▸ Saved entries:
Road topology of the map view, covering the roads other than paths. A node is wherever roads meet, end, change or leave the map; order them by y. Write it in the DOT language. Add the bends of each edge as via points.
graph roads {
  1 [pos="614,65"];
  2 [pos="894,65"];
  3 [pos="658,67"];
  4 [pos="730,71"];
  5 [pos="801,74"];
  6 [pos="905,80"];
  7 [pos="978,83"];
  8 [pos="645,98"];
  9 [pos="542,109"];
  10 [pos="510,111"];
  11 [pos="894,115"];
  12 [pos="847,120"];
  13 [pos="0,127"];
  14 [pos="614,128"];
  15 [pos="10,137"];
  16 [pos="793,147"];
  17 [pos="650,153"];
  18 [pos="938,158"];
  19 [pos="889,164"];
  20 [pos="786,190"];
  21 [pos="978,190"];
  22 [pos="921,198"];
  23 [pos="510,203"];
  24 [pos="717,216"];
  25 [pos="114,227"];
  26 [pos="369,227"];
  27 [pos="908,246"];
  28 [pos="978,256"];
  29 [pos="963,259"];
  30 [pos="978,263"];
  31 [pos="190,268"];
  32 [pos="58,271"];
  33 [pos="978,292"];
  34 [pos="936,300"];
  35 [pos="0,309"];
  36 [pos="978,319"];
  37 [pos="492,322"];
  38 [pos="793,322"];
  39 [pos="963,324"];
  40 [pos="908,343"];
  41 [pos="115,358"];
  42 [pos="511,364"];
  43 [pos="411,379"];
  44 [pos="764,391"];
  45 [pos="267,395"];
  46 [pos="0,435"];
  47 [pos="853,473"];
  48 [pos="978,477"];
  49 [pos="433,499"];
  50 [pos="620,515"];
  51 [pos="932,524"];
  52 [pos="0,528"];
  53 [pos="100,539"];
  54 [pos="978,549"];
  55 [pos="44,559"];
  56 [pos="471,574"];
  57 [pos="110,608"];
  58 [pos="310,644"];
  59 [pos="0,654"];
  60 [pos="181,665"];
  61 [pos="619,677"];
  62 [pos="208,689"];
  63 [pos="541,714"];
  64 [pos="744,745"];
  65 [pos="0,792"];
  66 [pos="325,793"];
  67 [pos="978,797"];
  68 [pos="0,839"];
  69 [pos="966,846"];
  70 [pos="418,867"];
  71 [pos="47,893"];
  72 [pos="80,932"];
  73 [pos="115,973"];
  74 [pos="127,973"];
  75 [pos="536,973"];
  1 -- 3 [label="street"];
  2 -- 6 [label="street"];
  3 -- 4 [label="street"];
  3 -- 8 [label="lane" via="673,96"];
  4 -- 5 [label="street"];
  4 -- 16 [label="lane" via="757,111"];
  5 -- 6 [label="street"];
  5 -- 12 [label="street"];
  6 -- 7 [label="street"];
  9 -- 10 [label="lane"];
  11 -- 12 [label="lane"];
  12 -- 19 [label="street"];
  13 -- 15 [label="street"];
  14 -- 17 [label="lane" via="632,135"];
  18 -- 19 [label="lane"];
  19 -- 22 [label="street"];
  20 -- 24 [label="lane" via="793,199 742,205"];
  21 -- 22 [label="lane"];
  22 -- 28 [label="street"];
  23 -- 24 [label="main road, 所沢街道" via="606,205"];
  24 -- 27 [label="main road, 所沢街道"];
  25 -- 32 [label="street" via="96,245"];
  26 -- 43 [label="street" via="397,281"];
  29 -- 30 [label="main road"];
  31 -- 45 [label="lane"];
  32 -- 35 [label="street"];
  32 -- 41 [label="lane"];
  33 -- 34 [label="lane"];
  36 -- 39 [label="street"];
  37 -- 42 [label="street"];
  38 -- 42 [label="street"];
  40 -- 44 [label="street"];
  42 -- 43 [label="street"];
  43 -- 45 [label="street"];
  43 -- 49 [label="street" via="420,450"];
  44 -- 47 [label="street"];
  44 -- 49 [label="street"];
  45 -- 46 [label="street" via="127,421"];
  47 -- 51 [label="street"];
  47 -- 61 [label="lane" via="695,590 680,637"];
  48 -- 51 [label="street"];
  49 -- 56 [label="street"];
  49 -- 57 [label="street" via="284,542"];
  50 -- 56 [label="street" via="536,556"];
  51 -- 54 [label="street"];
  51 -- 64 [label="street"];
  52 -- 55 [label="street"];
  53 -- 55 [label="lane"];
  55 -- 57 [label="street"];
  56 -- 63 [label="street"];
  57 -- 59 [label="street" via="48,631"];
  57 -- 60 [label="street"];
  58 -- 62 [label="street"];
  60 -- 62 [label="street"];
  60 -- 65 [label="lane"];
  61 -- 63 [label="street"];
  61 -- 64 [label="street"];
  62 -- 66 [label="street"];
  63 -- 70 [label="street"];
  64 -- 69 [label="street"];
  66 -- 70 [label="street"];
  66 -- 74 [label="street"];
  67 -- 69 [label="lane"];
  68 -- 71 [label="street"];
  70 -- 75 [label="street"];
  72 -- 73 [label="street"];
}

▸ Task to carry out:
Transcribe all of the data above, keeping each line exactly as it stands.

▸ Output:
Road topology of the map view, covering the roads other than paths. A node is wherever roads meet, end, change or leave the map; order them by y. Write it in the DOT language. Add the bends of each edge as via points.
graph roads {
  1 [pos="614,65"];
  2 [pos="894,65"];
  3 [pos="658,67"];
  4 [pos="730,71"];
  5 [pos="801,74"];
  6 [pos="905,80"];
  7 [pos="978,83"];
  8 [pos="645,98"];
  9 [pos="542,109"];
  10 [pos="510,111"];
  11 [pos="894,115"];
  12 [pos="847,120"];
  13 [pos="0,127"];
  14 [pos="614,128"];
  15 [pos="10,137"];
  16 [pos="793,147"];
  17 [pos="650,153"];
  18 [pos="938,158"];
  19 [pos="889,164"];
  20 [pos="786,190"];
  21 [pos="978,190"];
  22 [pos="921,198"];
  23 [pos="510,203"];
  24 [pos="717,216"];
  25 [pos="114,227"];
  26 [pos="369,227"];
  27 [pos="908,246"];
  28 [pos="978,256"];
  29 [pos="963,259"];
  30 [pos="978,263"];
  31 [pos="190,268"];
  32 [pos="58,271"];
  33 [pos="978,292"];
  34 [pos="936,300"];
  35 [pos="0,309"];
  36 [pos="978,319"];
  37 [pos="492,322"];
  38 [pos="793,322"];
  39 [pos="963,324"];
  40 [pos="908,343"];
  41 [pos="115,358"];
  42 [pos="511,364"];
  43 [pos="411,379"];
  44 [pos="764,391"];
  45 [pos="267,395"];
  46 [pos="0,435"];
  47 [pos="853,473"];
  48 [pos="978,477"];
  49 [pos="433,499"];
  50 [pos="620,515"];
  51 [pos="932,524"];
  52 [pos="0,528"];
  53 [pos="100,539"];
  54 [pos="978,549"];
  55 [pos="44,559"];
  56 [pos="471,574"];
  57 [pos="110,608"];
  58 [pos="310,644"];
  59 [pos="0,654"];
  60 [pos="181,665"];
  61 [pos="619,677"];
  62 [pos="208,689"];
  63 [pos="541,714"];
  64 [pos="744,745"];
  65 [pos="0,792"];
  66 [pos="325,793"];
  67 [pos="978,797"];
  68 [pos="0,839"];
  69 [pos="966,846"];
  70 [pos="418,867"];
  71 [pos="47,893"];
  72 [pos="80,932"];
  73 [pos="115,973"];
  74 [pos="127,973"];
  75 [pos="536,973"];
  1 -- 3 [label="street"];
  2 -- 6 [label="street"];
  3 -- 4 [label="street"];
  3 -- 8 [label="lane" via="673,96"];
  4 -- 5 [label="street"];
  4 -- 16 [label="lane" via="757,111"];
  5 -- 6 [label="street"];
  5 -- 12 [label="street"];
  6 -- 7 [label="street"];
  9 -- 10 [label="lane"];
  11 -- 12 [label="lane"];
  12 -- 19 [label="street"];
  13 -- 15 [label="street"];
  14 -- 17 [label="lane" via="632,135"];
  18 -- 19 [label="lane"];
  19 -- 22 [label="street"];
  20 -- 24 [label="lane" via="793,199 742,205"];
  21 -- 22 [label="lane"];
  22 -- 28 [label="street"];
  23 -- 24 [label="main road, 所沢街道" via="606,205"];
  24 -- 27 [label="main road, 所沢街道"];
  25 -- 32 [label="street" via="96,245"];
  26 -- 43 [label="street" via="397,281"];
  29 -- 30 [label="main road"];
  31 -- 45 [label="lane"];
  32 -- 35 [label="street"];
  32 -- 41 [label="lane"];
  33 -- 34 [label="lane"];
  36 -- 39 [label="street"];
  37 -- 42 [label="street"];
  38 -- 42 [label="street"];
  40 -- 44 [label="street"];
  42 -- 43 [label="street"];
  43 -- 45 [label="street"];
  43 -- 49 [label="street" via="420,450"];
  44 -- 47 [label="street"];
  44 -- 49 [label="street"];
  45 -- 46 [label="street" via="127,421"];
  47 -- 51 [label="street"];
  47 -- 61 [label="lane" via="695,590 680,637"];
  48 -- 51 [label="street"];
  49 -- 56 [label="street"];
  49 -- 57 [label="street" via="284,542"];
  50 -- 56 [label="street" via="536,556"];
  51 -- 54 [label="street"];
  51 -- 64 [label="street"];
  52 -- 55 [label="street"];
  53 -- 55 [label="lane"];
  55 -- 57 [label="street"];
  56 -- 63 [label="street"];
  57 -- 59 [label="street" via="48,631"];
  57 -- 60 [label="street"];
  58 -- 62 [label="street"];
  60 -- 62 [label="street"];
  60 -- 65 [label="lane"];
  61 -- 63 [label="street"];
  61 -- 64 [label="street"];
  62 -- 66 [label="street"];
  63 -- 70 [label="street"];
  64 -- 69 [label="street"];
  66 -- 70 [label="street"];
  66 -- 74 [label="street"];
  67 -- 69 [label="lane"];
  68 -- 71 [label="street"];
  70 -- 75 [label="street"];
  72 -- 73 [label="street"];
}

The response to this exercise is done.